Peeling paint, rodent infestations, and leaky plumbing are legally justifiable grounds for tenants to withhold rent payments in the city of Baltimore. But every year, more than 6,000 of the city’s low-income renters and their families are evicted from their homes by the city’s landlord-favoring Rent Court, an eviction rate higher than any other major U.S. city except Detroit, the Baltimore Sun reported Monday.

The Charm City's eviction rate emerged from a study by the local Public Justice Center and the Right for Housing Alliance, in which 300 renters facing eviction were interviewed. Among them, 78 percent reported having one or more health or safety threats existing in their homes at the time of their eviction hearing, according to the study.

Nearly 60 percent reported insect or rodent problems, 41 percent reported lead poisoning concerns from chipping paint, and 37 percent reported plumbing leaks. While these are good reasons to withhold all or some portion of the monthly rent, most renters who are brought to court by their landlords are not represented by lawyers and are unaware that they have a legal defense, authors of the study said.
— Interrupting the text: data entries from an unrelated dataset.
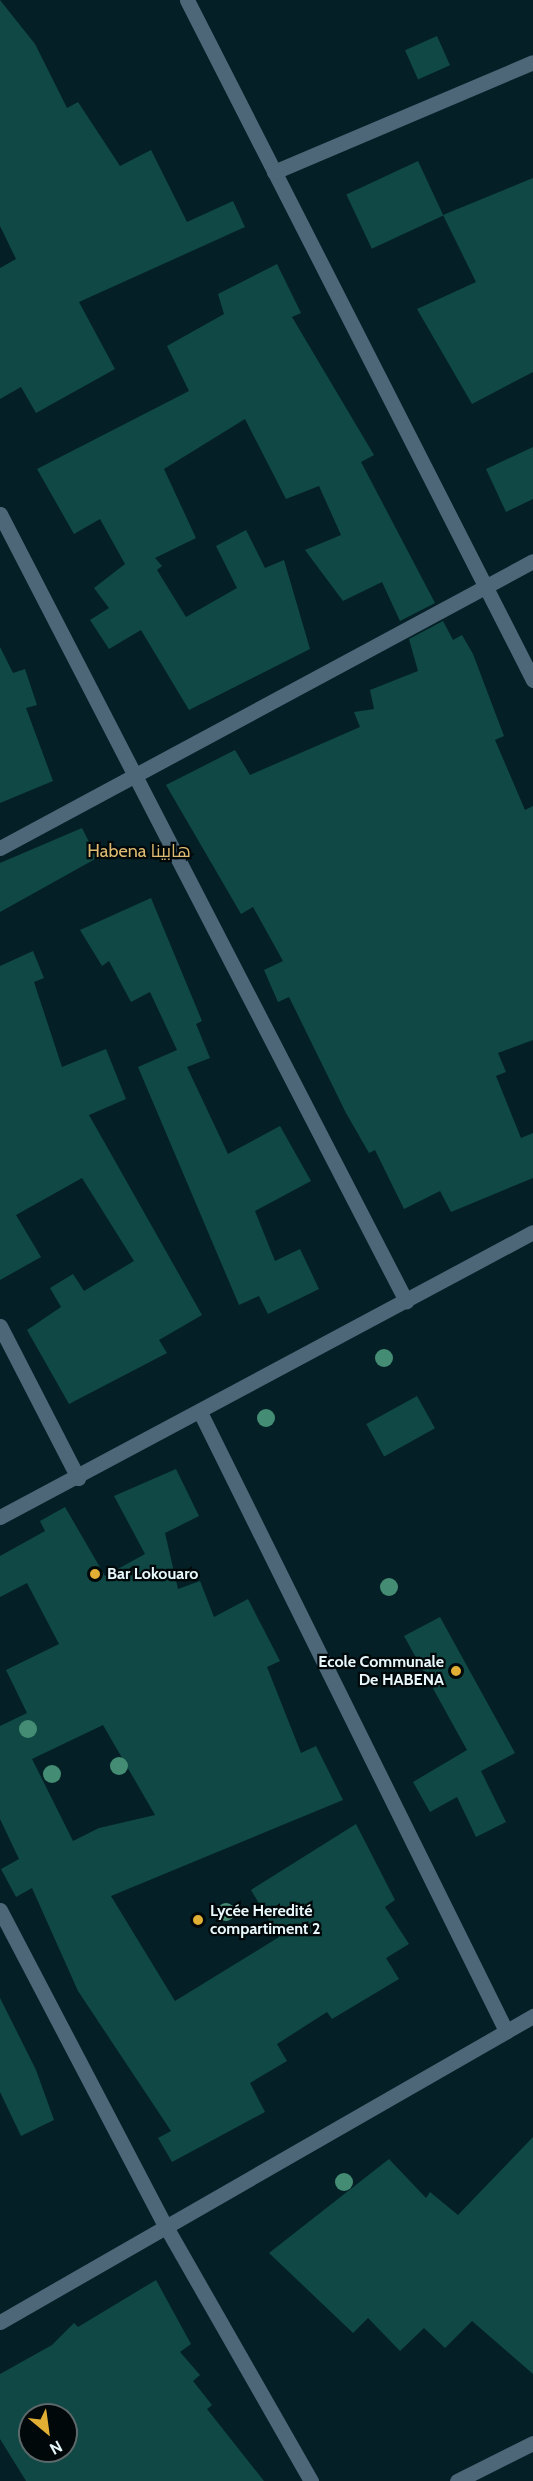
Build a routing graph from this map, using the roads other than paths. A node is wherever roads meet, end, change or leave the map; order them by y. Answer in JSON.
{"nodes":[{"id":1,"x":187,"y":0,"type":"edge"},
{"id":2,"x":533,"y":62,"type":"edge"},
{"id":3,"x":274,"y":172,"type":"junction"},
{"id":4,"x":0,"y":514,"type":"edge"},
{"id":5,"x":533,"y":561,"type":"edge"},
{"id":6,"x":485,"y":587,"type":"junction"},
{"id":7,"x":533,"y":680,"type":"edge"},
{"id":8,"x":134,"y":777,"type":"junction"},
{"id":9,"x":0,"y":848,"type":"edge"},
{"id":10,"x":533,"y":1232,"type":"edge"},
{"id":11,"x":406,"y":1301,"type":"junction"},
{"id":12,"x":0,"y":1326,"type":"edge"},
{"id":13,"x":200,"y":1412,"type":"junction"},
{"id":14,"x":78,"y":1478,"type":"junction"},
{"id":15,"x":0,"y":1517,"type":"edge"},
{"id":16,"x":0,"y":1910,"type":"edge"},
{"id":17,"x":533,"y":2016,"type":"edge"},
{"id":18,"x":506,"y":2031,"type":"junction"},
{"id":19,"x":165,"y":2225,"type":"junction"},
{"id":20,"x":0,"y":2322,"type":"edge"},
{"id":21,"x":533,"y":2443,"type":"edge"},
{"id":22,"x":311,"y":2481,"type":"edge"},
{"id":23,"x":457,"y":2481,"type":"edge"}],
"edges":[{"from":1,"to":3,"type":"street"},
{"from":2,"to":3,"type":"street"},
{"from":3,"to":6,"type":"street"},
{"from":4,"to":8,"type":"street"},
{"from":5,"to":6,"type":"street"},
{"from":6,"to":7,"type":"street"},
{"from":6,"to":8,"type":"street"},
{"from":8,"to":9,"type":"street"},
{"from":8,"to":11,"type":"street"},
{"from":10,"to":11,"type":"street"},
{"from":11,"to":13,"type":"street"},
{"from":12,"to":14,"type":"street"},
{"from":13,"to":14,"type":"street"},
{"from":13,"to":18,"type":"street"},
{"from":14,"to":15,"type":"street"},
{"from":16,"to":19,"type":"street"},
{"from":17,"to":18,"type":"street"},
{"from":18,"to":19,"type":"street"},
{"from":19,"to":20,"type":"street"},
{"from":19,"to":22,"type":"street"},
{"from":21,"to":23,"type":"street"}]}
"Baltimore needs to answer its rent eviction crisis, and change to the Rent Court system should be a major component of that answer," the authors stated in their report. "The court is undeniably overrun by the pressure to collect for landlords,” added the authors, who include Dan Pascuiti of the Johns Hopkins University and Michele Cotton of the University of Baltimore. “The resulting 6,000 to 7,000 rent evictions reflect our leaders' inattention to the state of the court system and the magnitude of crisis."

Most of those evicted are black women with less than $2,000 per month in income, and many are without public housing assistance, according to the report. But the speed of the Rent Court proceedings, typically scheduled 5 to 10 days after a landlord files a nonpayment complaint, leaves little or no time for tenants to mount a legal defense, the authors stated.

The city’s District Administrative Court, which handles landlord-tenant cases, has worked to improve renters’ treatment, former judge Keith Matthews told the Baltimore Sun. That effort included hiring eviction-prevention workers and producing a video on what tenants should do if they face an eviction.

But state lawmakers have a role to play in making the system better, Matthews said. "Maryland is the easiest state to evict someone, because that's the way the laws are,” he said. “If the rent is due on the first, on the second you can file for eviction. It's easy for a landlord to get an eviction. Other states make it hard."